Corneliu Bjola, an associate professor of diplomatic studies at the University of Oxford and head of the Oxford Digital Diplomacy Research Group, said the poisoning of Russian former double agent Sergei Skripal highlighted the extent of online statecraft.
According to Bjola, methods of online diplomacy include:
- *using Facebook’s publicly-available option to pay for posts to be targeted at particular interest groups;
- *"gaming" Facebook’s constantly changing news feed filter in order to boost page views;
- *building communities of sympathetic users more likely to reshare links or retweet and approaching other so-called influencers to do the same. “People are more likely to trust links that come from their friends, their groups or pages they have liked, and they are also more likely to reshare them," Bjola said. "Something that resonates has a much better chance of being passed on, regardless of how accurate it is.

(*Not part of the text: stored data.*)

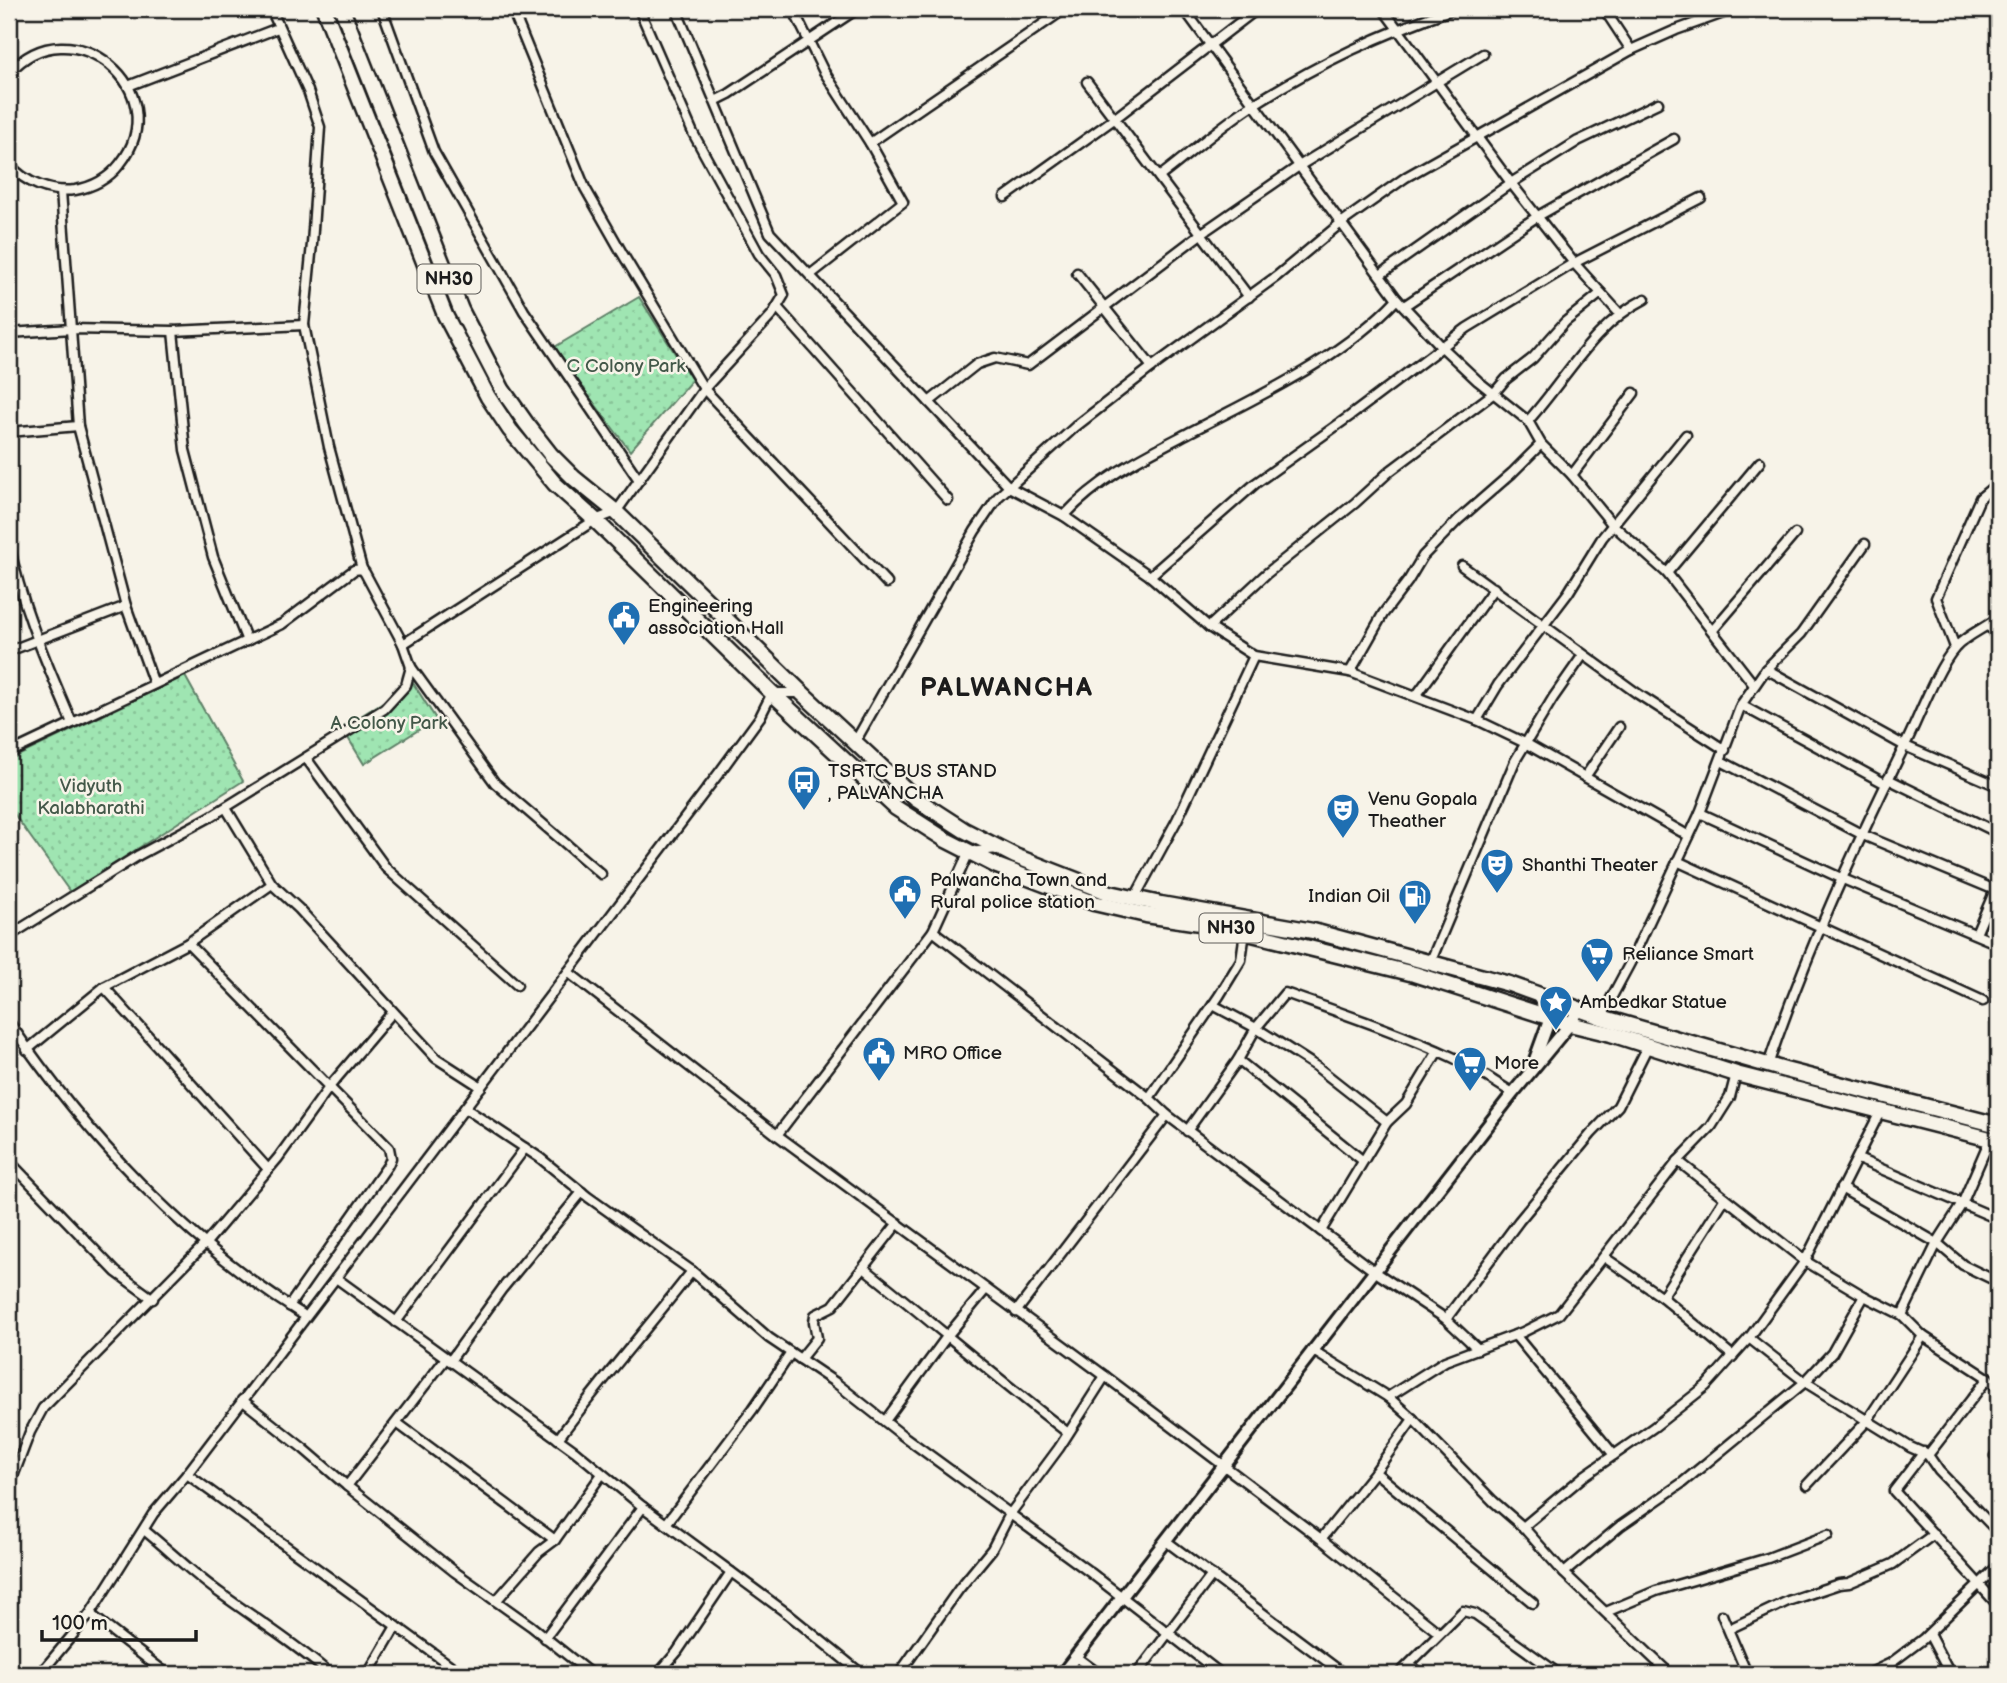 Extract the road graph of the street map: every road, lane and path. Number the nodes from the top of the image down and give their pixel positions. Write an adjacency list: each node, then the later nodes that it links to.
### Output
1 (271, 9): 17 (street)
2 (324, 9): 79 (highway, NH30)
3 (342, 9): 77 (highway, NH30)
4 (382, 9): 73 (street)
5 (512, 9): 62 (street)
6 (639, 9): 54 (street)
7 (676, 9): 27 (street)
8 (793, 9): 19 (street)
9 (858, 9): 19 (street)
10 (1065, 9): 33 (street)
11 (1184, 9): 20 (street)
12 (1257, 9): 20 (street)
13 (1383, 9): 18 (street)
14 (1453, 9): 18 (street)
15 (1604, 9): 21 (street)
16 (1735, 9): 21 (street)
17 (278, 28): 26 (street); 56 (street)
18 (1399, 28): 24 (street); 29 (street)
19 (810, 40): 27 (street); 33 (street)
20 (1210, 44): 29 (street); 30 (street)
21 (1631, 50): 31 (street)
22 (1483, 54): 24 (street)
23 (9, 73): 26 (street)
24 (1437, 81): 31 (street); 35 (street)
25 (1087, 82): 30 (street)
26 (128, 86): 38 (street)
27 (715, 102): 46 (street)
28 (1658, 103): 37 (street)
29 (1254, 104): 35 (street); 36 (street)
30 (1114, 119): 36 (street); 39 (street)
31 (1477, 135): 37 (street); 42 (street)
32 (1674, 139): 41 (street)
33 (870, 143): 46 (street)
34 (9, 164): 38 (street)
35 (1299, 166): 42 (street); 43 (street)
36 (1159, 177): 43 (street)
37 (1511, 183): 41 (street); 47 (street)
38 (61, 191): 57 (street)
39 (1004, 197)
40 (1701, 198): 44 (street)
41 (1537, 216): 44 (street); 53 (street)
42 (1341, 223): 47 (street); 49 (street)
43 (1202, 233): 49 (street); 52 (street)
44 (1574, 263): 48 (street); 60 (street)
45 (1077, 273): 52 (street)
46 (810, 275): 65 (street)
47 (1380, 275): 50 (street)
48 (1601, 292): 55 (street); 63 (street)
49 (1249, 297): 61 (street)
50 (1397, 299): 53 (street); 78 (street)
51 (1645, 299): 55 (street)
52 (1105, 306): 61 (street); 65 (street)
53 (1404, 306): 60 (street)
54 (777, 307): 62 (street); 76 (street)
55 (1620, 314): 66 (street)
56 (304, 325): 58 (street); 85 (street)
57 (72, 329): 58 (street); 59 (street); 67 (street)
58 (173, 331): 98 (street)
59 (9, 333)
60 (1443, 348): 63 (street); 87 (street)
61 (1152, 367): 75 (street)
62 (705, 389): 73 (street); 88 (street)
63 (1494, 393): 66 (street); 94 (street)
64 (1634, 393): 72 (street)
65 (929, 402): 75 (street)
66 (1528, 421): 70 (street)
67 (78, 426): 68 (street); 90 (street)
68 (9, 432)
69 (1686, 435): 80 (street)
70 (1541, 444): 72 (street); 106 (street)
71 (1760, 462): 86 (street)
72 (1572, 475): 80 (street)
73 (639, 480): 77 (street)
74 (1998, 483): 100 (street)
75 (1009, 486): 78 (street); 116 (street)
76 (948, 500)
77 (616, 512): 79 (street); 110 (highway, NH30)
78 (1064, 516): 87 (street)
79 (596, 520): 99 (street); 109 (highway, NH30)
80 (1612, 524): 86 (street); 92 (street)
81 (1795, 534): 95 (street)
82 (9, 543): 97 (street)
83 (1866, 544): 105 (street)
84 (1462, 566): 89 (street)
85 (362, 569): 98 (street); 99 (street)
86 (1667, 572): 95 (street)
87 (1150, 576): 94 (street)
88 (887, 583)
89 (1494, 588): 92 (street); 111 (street)
90 (126, 606): 97 (street); 107 (street)
91 (1998, 618): 93 (street)
92 (1543, 625): 102 (street); 113 (street)
93 (1987, 626): 96 (street); 100 (street)
94 (1209, 627): 103 (street)
95 (1713, 630): 108 (street)
96 (1998, 634)
97 (36, 639): 101 (street); 114 (street)
98 (247, 641): 107 (street)
99 (403, 644): 104 (street)
100 (1955, 647): 118 (street)
101 (9, 651)
102 (1583, 655): 117 (street); 119 (street)
103 (1254, 656): 106 (street); 138 (street)
104 (411, 667): 121 (street); 134 (street)
105 (1766, 669): 108 (street); 118 (street)
106 (1350, 672): 111 (street)
107 (154, 684): 114 (street)
108 (1754, 685): 112 (street)
109 (772, 693): 110 (street); 132 (highway, NH30); 147 (street)
110 (802, 693): 116 (highway, NH30)
111 (1416, 696): 113 (street)
112 (1741, 705): 119 (street); 124 (street)
113 (1477, 720): 117 (street)
114 (72, 723): 120 (street)
115 (1619, 727): 123 (street)
116 (856, 742): 131 (highway, NH30)
117 (1525, 743): 123 (street); 146 (street)
118 (1905, 746): 124 (street); 125 (street)
119 (1725, 750): 122 (street)
120 (9, 753)
121 (306, 758): 126 (street); 148 (street)
122 (1721, 761): 127 (street); 129 (street)
123 (1585, 777): 130 (street)
124 (1887, 781): 128 (street); 129 (street)
125 (1998, 786)
126 (226, 808): 136 (street); 143 (street)
127 (1700, 813): 130 (street); 135 (street)
128 (1998, 833)
129 (1863, 835): 135 (street); 137 (street)
130 (1689, 836): 133 (street)
131 (1000, 849): 132 (street); 138 (highway, NH30)
132 (970, 852): 140 (street); 141 (highway, NH30)
133 (1677, 861): 139 (street); 155 (street)
134 (601, 874)
135 (1843, 878): 139 (street); 142 (street)
136 (272, 884): 144 (street); 154 (street)
137 (1997, 887): 142 (street)
138 (1134, 899): 146 (highway, NH30)
139 (1822, 928): 151 (street); 164 (street)
140 (933, 930): 170 (street); 177 (street)
141 (1245, 932): 152 (street); 156 (highway, NH30)
142 (1976, 934): 145 (street)
143 (9, 936)
144 (188, 943): 149 (street); 167 (street)
145 (1998, 944)
146 (1430, 963): 150 (highway, NH30)
147 (568, 972): 168 (street); 177 (street)
148 (517, 985)
149 (104, 987): 161 (street); 184 (street)
150 (1536, 993): 153 (highway, NH30); 156 (street)
151 (1983, 1001)
152 (1213, 1005): 159 (street); 170 (street)
153 (1579, 1008): 155 (highway, NH30); 158 (street)
154 (392, 1013): 167 (street); 168 (street)
155 (1601, 1017): 164 (highway, NH30)
156 (1550, 1018): 158 (highway, NH30); 165 (street)
157 (9, 1023): 161 (street)
158 (1570, 1024): 160 (highway, NH30); 165 (street)
159 (1256, 1028): 162 (street); 163 (street); 174 (street)
160 (1648, 1045): 166 (highway, NH30); 209 (street)
161 (27, 1049): 192 (street)
162 (1438, 1051): 169 (street); 174 (street)
163 (1238, 1060): 176 (street); 181 (street)
164 (1768, 1065): 175 (highway, NH30)
165 (1531, 1071): 169 (street)
166 (1736, 1074): 172 (highway, NH30); 183 (street)
167 (330, 1086): 184 (street); 205 (street)
168 (481, 1087): 171 (street)
169 (1513, 1093): 198 (street)
170 (1149, 1098): 173 (street)
171 (465, 1108): 179 (street); 199 (street)
172 (1881, 1110): 178 (highway, NH30); 180 (street)
173 (1167, 1115): 176 (street); 206 (street)
174 (1387, 1122): 181 (street)
175 (1998, 1125)
176 (1187, 1131): 191 (street)
177 (777, 1135): 190 (street)
178 (1994, 1140): 188 (street)
179 (524, 1148): 186 (street); 210 (street)
180 (1858, 1159): 185 (street); 188 (street)
181 (1362, 1160): 191 (street)
182 (9, 1161): 204 (street)
183 (1678, 1161): 187 (street); 194 (street)
184 (268, 1169): 192 (street)
185 (1841, 1188): 193 (street); 195 (street)
186 (582, 1192): 197 (street); 219 (street)
187 (1725, 1198): 195 (street); 203 (street)
188 (1962, 1204): 189 (street); 193 (street)
189 (1998, 1219)
190 (898, 1223): 196 (street); 201 (street)
191 (1321, 1231): 198 (street)
192 (206, 1243): 204 (street); 205 (street)
193 (1937, 1243): 200 (street); 208 (street)
194 (1604, 1257): 203 (street); 212 (street)
195 (1805, 1261): 202 (street); 214 (street)
196 (864, 1268): 211 (street); 220 (street)
197 (692, 1270): 217 (street); 232 (street)
198 (1374, 1271): 209 (street); 216 (street)
199 (336, 1278): 210 (street); 226 (street)
200 (1998, 1282)
201 (986, 1289): 206 (street); 211 (street)
202 (1864, 1296): 208 (street); 223 (street)
203 (1662, 1297): 218 (street)
204 (153, 1298): 243 (street)
205 (289, 1306): 207 (street)
206 (1016, 1312): 221 (street)
207 (302, 1314)
208 (1902, 1315): 213 (street)
209 (1446, 1318): 215 (street)
210 (396, 1322): 219 (street)
211 (947, 1335): 228 (street); 231 (street)
212 (1515, 1335): 215 (street); 235 (street)
213 (1923, 1336): 222 (street); 229 (street)
214 (1749, 1338): 218 (street); 223 (street)
215 (1478, 1349): 225 (street)
216 (1312, 1350): 225 (street); 237 (street)
217 (791, 1353): 220 (street); 246 (street)
218 (1733, 1356): 235 (street)
219 (448, 1359): 230 (street); 232 (street)
220 (800, 1359): 228 (street)
221 (1105, 1376): 231 (street); 237 (street)
222 (1988, 1378): 224 (street); 234 (street)
223 (1805, 1382): 229 (street); 257 (street)
224 (1998, 1389)
225 (1388, 1397): 227 (street)
226 (242, 1400): 239 (street); 242 (street)
227 (1413, 1419): 238 (street); 247 (street)
228 (884, 1421): 245 (street)
229 (1867, 1421): 234 (street); 241 (street)
230 (397, 1423): 242 (street); 253 (street)
231 (1068, 1433): 245 (street)
232 (558, 1439): 240 (street)
233 (1998, 1452): 236 (street)
234 (1926, 1453): 249 (street); 250 (street)
235 (1614, 1455): 247 (street)
236 (1998, 1460)
237 (1223, 1466): 252 (street); 254 (street)
238 (1375, 1472): 252 (street); 262 (street)
239 (187, 1474): 248 (street); 267 (street)
240 (602, 1474): 244 (street); 253 (street)
241 (1807, 1485)
242 (347, 1486): 261 (street)
243 (9, 1487)
244 (643, 1507): 246 (street); 272 (street)
245 (1010, 1514): 260 (street); 284 (street)
246 (666, 1524): 256 (street)
247 (1523, 1527): 257 (street)
248 (144, 1530): 265 (street); 278 (street)
249 (1998, 1532)
250 (1934, 1534): 259 (street); 268 (street)
251 (1828, 1535): 264 (street)
252 (1321, 1538): 270 (street)
253 (555, 1540): 261 (street)
254 (1166, 1541): 258 (street); 260 (street)
255 (1998, 1566): 259 (street)
256 (732, 1572): 282 (street); 283 (street)
257 (1564, 1573): 264 (street)
258 (1212, 1575): 269 (street); 289 (street)
259 (1980, 1585): 263 (street); 271 (street)
260 (1123, 1597): 269 (street); 273 (street)
261 (496, 1601): 272 (street)
262 (1533, 1603)
263 (1998, 1605)
264 (1606, 1612): 293 (street)
265 (90, 1614): 276 (street); 277 (street)
266 (1722, 1615): 268 (street)
267 (396, 1626): 279 (street); 280 (street)
268 (1729, 1629): 294 (street)
269 (1168, 1632): 287 (street); 288 (street)
270 (1438, 1633): 274 (street); 275 (street)
271 (1929, 1634): 295 (street); 296 (street)
272 (545, 1637): 281 (street)
273 (1076, 1657): 285 (street); 286 (street)
274 (1410, 1665): 290 (street); 291 (street)
275 (1548, 1671): 292 (street)
276 (40, 1674)
277 (167, 1674)
278 (330, 1674)
279 (368, 1674)
280 (462, 1674)
281 (591, 1674)
282 (658, 1674)
283 (862, 1674)
284 (899, 1674)
285 (1062, 1674)
286 (1099, 1674)
287 (1137, 1674)
288 (1221, 1674)
289 (1344, 1674)
290 (1399, 1674)
291 (1421, 1674)
292 (1559, 1674)
293 (1670, 1674)
294 (1747, 1674)
295 (1868, 1674)
296 (1950, 1674)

- *In extreme examples, it can involve the dissemination of misleading or fake information.
- Such techniques are “getting much greater reach than through traditional media,” Melissen said. “In 2012 after the Arab Spring, Facebook was seen as a democratizing medium where sharing everything meant people reaching out to each other. That’s still taking place but we’ve the same medium being used in a more intrusive way, including using algorithms not to reach the networks of your friends, like in normal public diplomacy, but to enter the networks of your opponents.”Wael Ghonim, a former Google executive who spearheaded the Arab Spring in Egypt with his online activism, lamented how authoritarian governments had responded by drowning out dissent with propaganda. “I thought the Internet was a power that was granted to the people and that would never be weakened,” he said in an interview with MIT Technology Review. “But I was wrong.”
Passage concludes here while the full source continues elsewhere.